My points of awareness came back together, time beginning to move more normally as I watched water spill into the opening I'd carved for it, lapping at the base of the pillars. How long would it take for it to fill completely? How long until I could add fish, add plants, add greater creatures to the ice above?
I looked over the floor, vestigial as it was. Unease flickered through my core.
…should I start on my tenth floor? Should I try to go even deeper, just to put more room between my entrance and my core? It was a hazard as it was, and would only grow moreso as the water filled, but I didn't trust this to stop invaders, not if they made it down as far as they would have.
I glanced at my scant few points of mana. The Heartwood had only a few species to its name, this floor was empty, yet an instinct deeper than my comprehension called me further down. It said to keep digging. It said to burrow.
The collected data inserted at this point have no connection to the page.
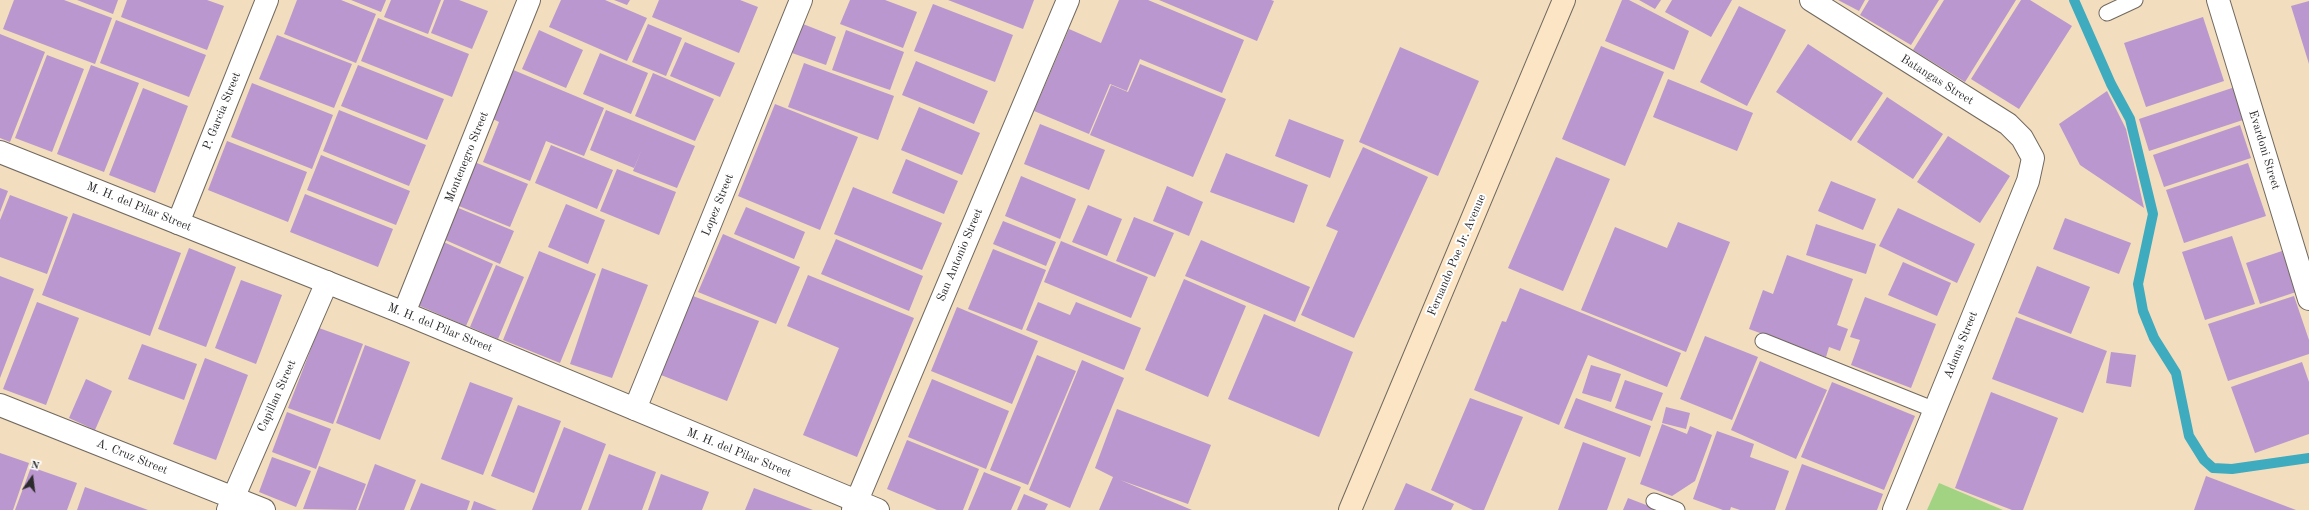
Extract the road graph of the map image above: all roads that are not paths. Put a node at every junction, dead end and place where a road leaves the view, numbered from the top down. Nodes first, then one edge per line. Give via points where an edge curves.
1 (267, 0) edge
2 (529, 0) edge
3 (801, 0) edge
4 (1068, 0) edge
5 (1564, 0) edge
6 (1811, 0) edge
7 (2135, 0) edge
8 (2218, 0) edge
9 (2107, 12) dead end
10 (0, 152) edge
11 (2028, 181) joint
12 (178, 223) junction
13 (326, 282) junction
14 (2309, 299) edge
15 (404, 313) junction
16 (1763, 341) dead end
17 (0, 405) edge
18 (635, 409) junction
19 (1935, 410) junction
20 (1654, 501) dead end
21 (230, 504) edge
22 (855, 506) edge
23 (264, 510) edge
24 (878, 510) edge
25 (1350, 510) edge
26 (1677, 510) edge
27 (1894, 510) edge

1 - 12 street, P. Garcia Street
2 - 15 street, Montenegro Street
3 - 18 street, Lopez Street
4 - 22 street, San Antonio Street
5 - 25 main road, Fernando Poe Jr. Avenue
6 - 11 street, Batangas Street via 2008,124 2022,138 2033,158
7 - 9 lane
8 - 14 street, Evardoni Street
10 - 12 street, M. H. del Pilar Street
11 - 19 street, Adams Street
12 - 13 street, M. H. del Pilar Street
13 - 15 street, M. H. del Pilar Street
13 - 21 street, Capillan Street
15 - 18 street, M. H. del Pilar Street
16 - 19 lane
17 - 21 street, A. Cruz Street
18 - 22 street, M. H. del Pilar Street
19 - 27 street, Adams Street
20 - 26 lane
21 - 23 street, A. Cruz Street
22 - 24 street, M. H. del Pilar Street

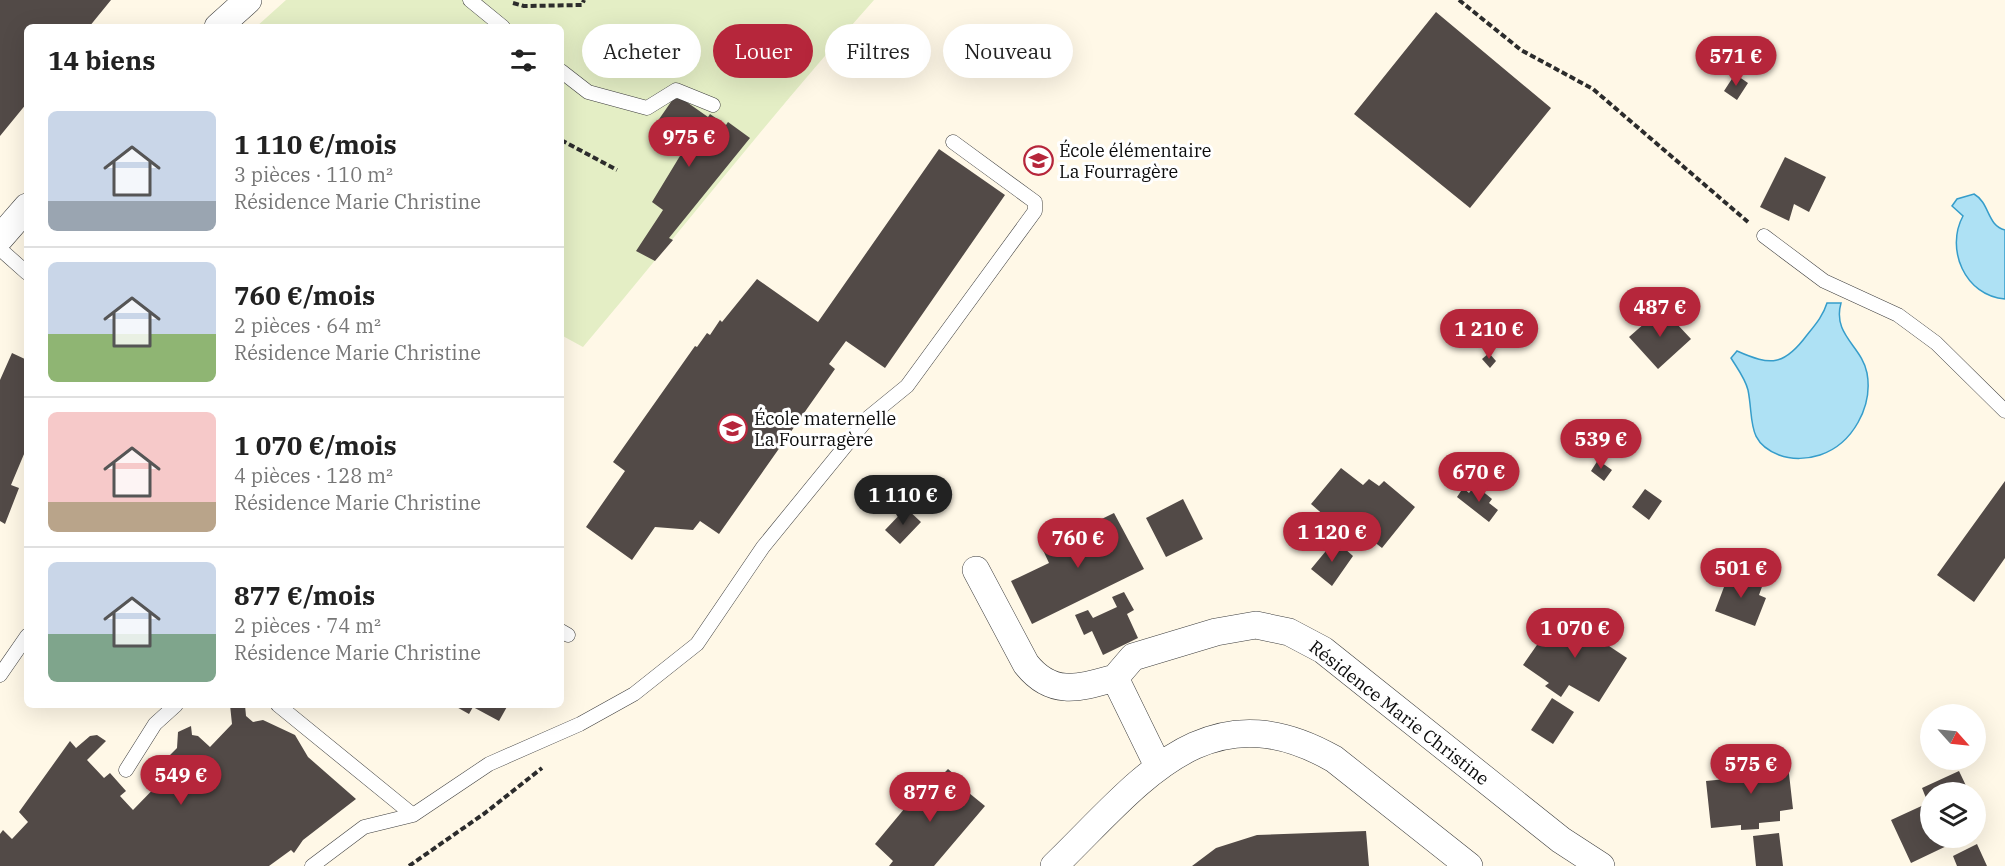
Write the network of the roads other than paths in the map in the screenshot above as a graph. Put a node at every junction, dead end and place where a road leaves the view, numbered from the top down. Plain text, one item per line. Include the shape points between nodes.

The Marquesa de Wolf. Was she enough of a threat to actually warrant this response? Why was I reacting like this? Svythe's memory was altered by her own hunger of the world she saw, viewing it as little more than prey and not-prey; I couldn't be certain of how serious Ealdhere was when he warned her. But it took a certain kind of fear for a human entirely unprepared for combat to stare at my vampiric dryad and speak to her instead of losing their mind. He felt serious, or at least scared.
There was no sound but the slow trickle of water, building up as my ambient mana fed into it. And still I felt scared.